**YOUR OBJECTIVE**
Restate each of the lines below word for word and drop every picture.

**SUPPLIED DATA**
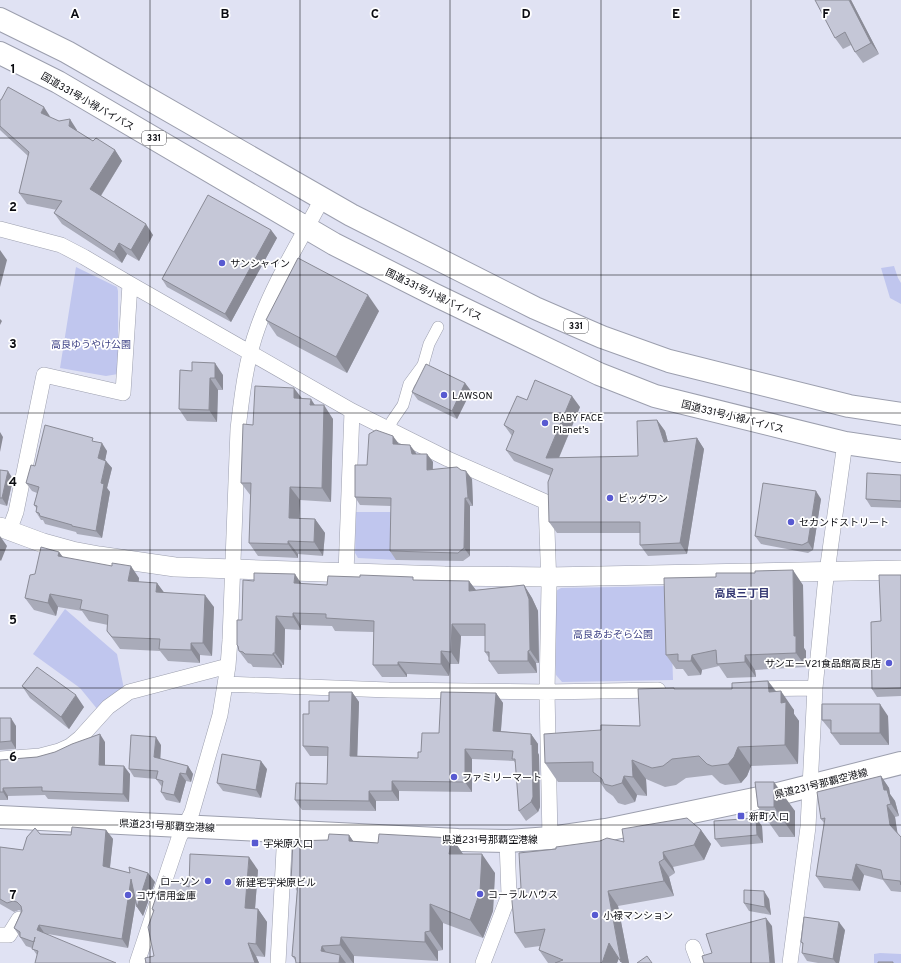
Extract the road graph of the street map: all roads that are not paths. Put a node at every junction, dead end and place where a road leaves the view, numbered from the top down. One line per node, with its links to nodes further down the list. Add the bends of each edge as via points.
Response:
1 (0, 19): 3 (main road, 331, via 67,52)
2 (0, 53): 4 (main road, 国道331号小禄バイパス / 331, via 58,82)
3 (322, 199): 4 (street); 10 (main road, 331, via 527,305 602,337 669,361 849,406)
4 (307, 228): 8 (street, via 268,300); 12 (main road, 国道331号小禄バイパス / 331, via 433,294 613,380 655,396)
5 (0, 229): 6 (street, via 61,245)
6 (130, 284): 8 (street); 14 (street, via 123,393 44,375 16,512)
7 (438, 327): 11 (street, via 429,344 423,365 409,384 403,405)
8 (250, 352): 9 (street); 15 (street, via 238,429)
9 (352, 411): 11 (street); 18 (street)
10 (901, 414)
11 (389, 429): 19 (street, via 448,459 546,502)
12 (846, 443): 13 (main road, 国道331号小禄バイパス / 331); 17 (street)
13 (901, 451)
14 (5, 529): 15 (street, via 43,543 99,556 175,567)
15 (233, 570): 18 (street); 20 (street)
16 (901, 570): 17 (street)
17 (827, 571): 19 (street); 22 (street)
18 (346, 573): 19 (street)
19 (549, 576): 25 (street)
20 (228, 666): 21 (street); 26 (street, via 129,692 108,706 80,738 59,751 40,756)
21 (226, 684): 25 (street); 30 (street, via 220,715 192,812)
22 (815, 688): 23 (street); 28 (street)
23 (744, 689)
24 (673, 690): 25 (street)
25 (548, 692): 32 (street)
26 (0, 759)
27 (900, 766): 28 (main road, 県道231号那覇空港線)
28 (810, 786): 32 (main road, 県道231号那覇空港線, via 606,830); 41 (street, via 808,827)
29 (0, 818): 30 (main road, 県道231号那覇空港線)
30 (185, 826): 31 (main road, 県道231号那覇空港線); 37 (street)
31 (285, 831): 33 (main road, 県道231号那覇空港線); 38 (street)
32 (550, 838): 33 (main road, 県道231号那覇空港線)
33 (507, 840): 39 (street, via 508,895)
34 (19, 919): 35 (street, via 9,935)
35 (0, 935)
36 (693, 947): 40 (street)
37 (137, 963)
38 (278, 963)
39 (484, 963)
40 (699, 963)
41 (790, 963)

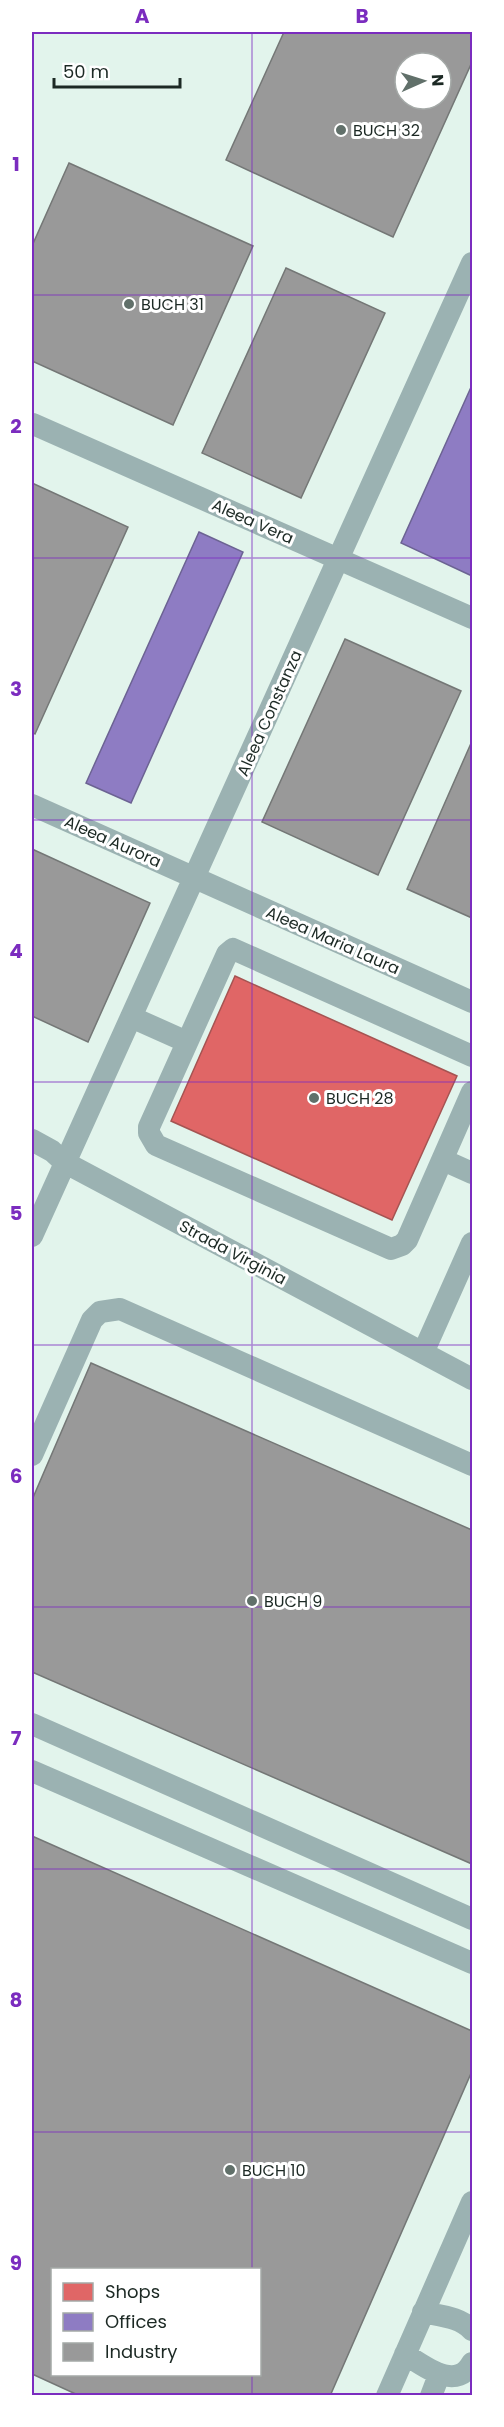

**REPLY**
Extract the road graph of the street map: all roads that are not paths. Put a node at every junction, dead end and place where a road leaves the view, numbered from the top down. One line per node, with its links to nodes further down the list. Add the bends of each edge as via points.
Response:
1 (0, 19): 3 (main road, 331, via 67,52)
2 (0, 53): 4 (main road, 国道331号小禄バイパス / 331, via 58,82)
3 (322, 199): 4 (street); 10 (main road, 331, via 527,305 602,337 669,361 849,406)
4 (307, 228): 8 (street, via 268,300); 12 (main road, 国道331号小禄バイパス / 331, via 433,294 613,380 655,396)
5 (0, 229): 6 (street, via 61,245)
6 (130, 284): 8 (street); 14 (street, via 123,393 44,375 16,512)
7 (438, 327): 11 (street, via 429,344 423,365 409,384 403,405)
8 (250, 352): 9 (street); 15 (street, via 238,429)
9 (352, 411): 11 (street); 18 (street)
10 (901, 414)
11 (389, 429): 19 (street, via 448,459 546,502)
12 (846, 443): 13 (main road, 国道331号小禄バイパス / 331); 17 (street)
13 (901, 451)
14 (5, 529): 15 (street, via 43,543 99,556 175,567)
15 (233, 570): 18 (street); 20 (street)
16 (901, 570): 17 (street)
17 (827, 571): 19 (street); 22 (street)
18 (346, 573): 19 (street)
19 (549, 576): 25 (street)
20 (228, 666): 21 (street); 26 (street, via 129,692 108,706 80,738 59,751 40,756)
21 (226, 684): 25 (street); 30 (street, via 220,715 192,812)
22 (815, 688): 23 (street); 28 (street)
23 (744, 689)
24 (673, 690): 25 (street)
25 (548, 692): 32 (street)
26 (0, 759)
27 (900, 766): 28 (main road, 県道231号那覇空港線)
28 (810, 786): 32 (main road, 県道231号那覇空港線, via 606,830); 41 (street, via 808,827)
29 (0, 818): 30 (main road, 県道231号那覇空港線)
30 (185, 826): 31 (main road, 県道231号那覇空港線); 37 (street)
31 (285, 831): 33 (main road, 県道231号那覇空港線); 38 (street)
32 (550, 838): 33 (main road, 県道231号那覇空港線)
33 (507, 840): 39 (street, via 508,895)
34 (19, 919): 35 (street, via 9,935)
35 (0, 935)
36 (693, 947): 40 (street)
37 (137, 963)
38 (278, 963)
39 (484, 963)
40 (699, 963)
41 (790, 963)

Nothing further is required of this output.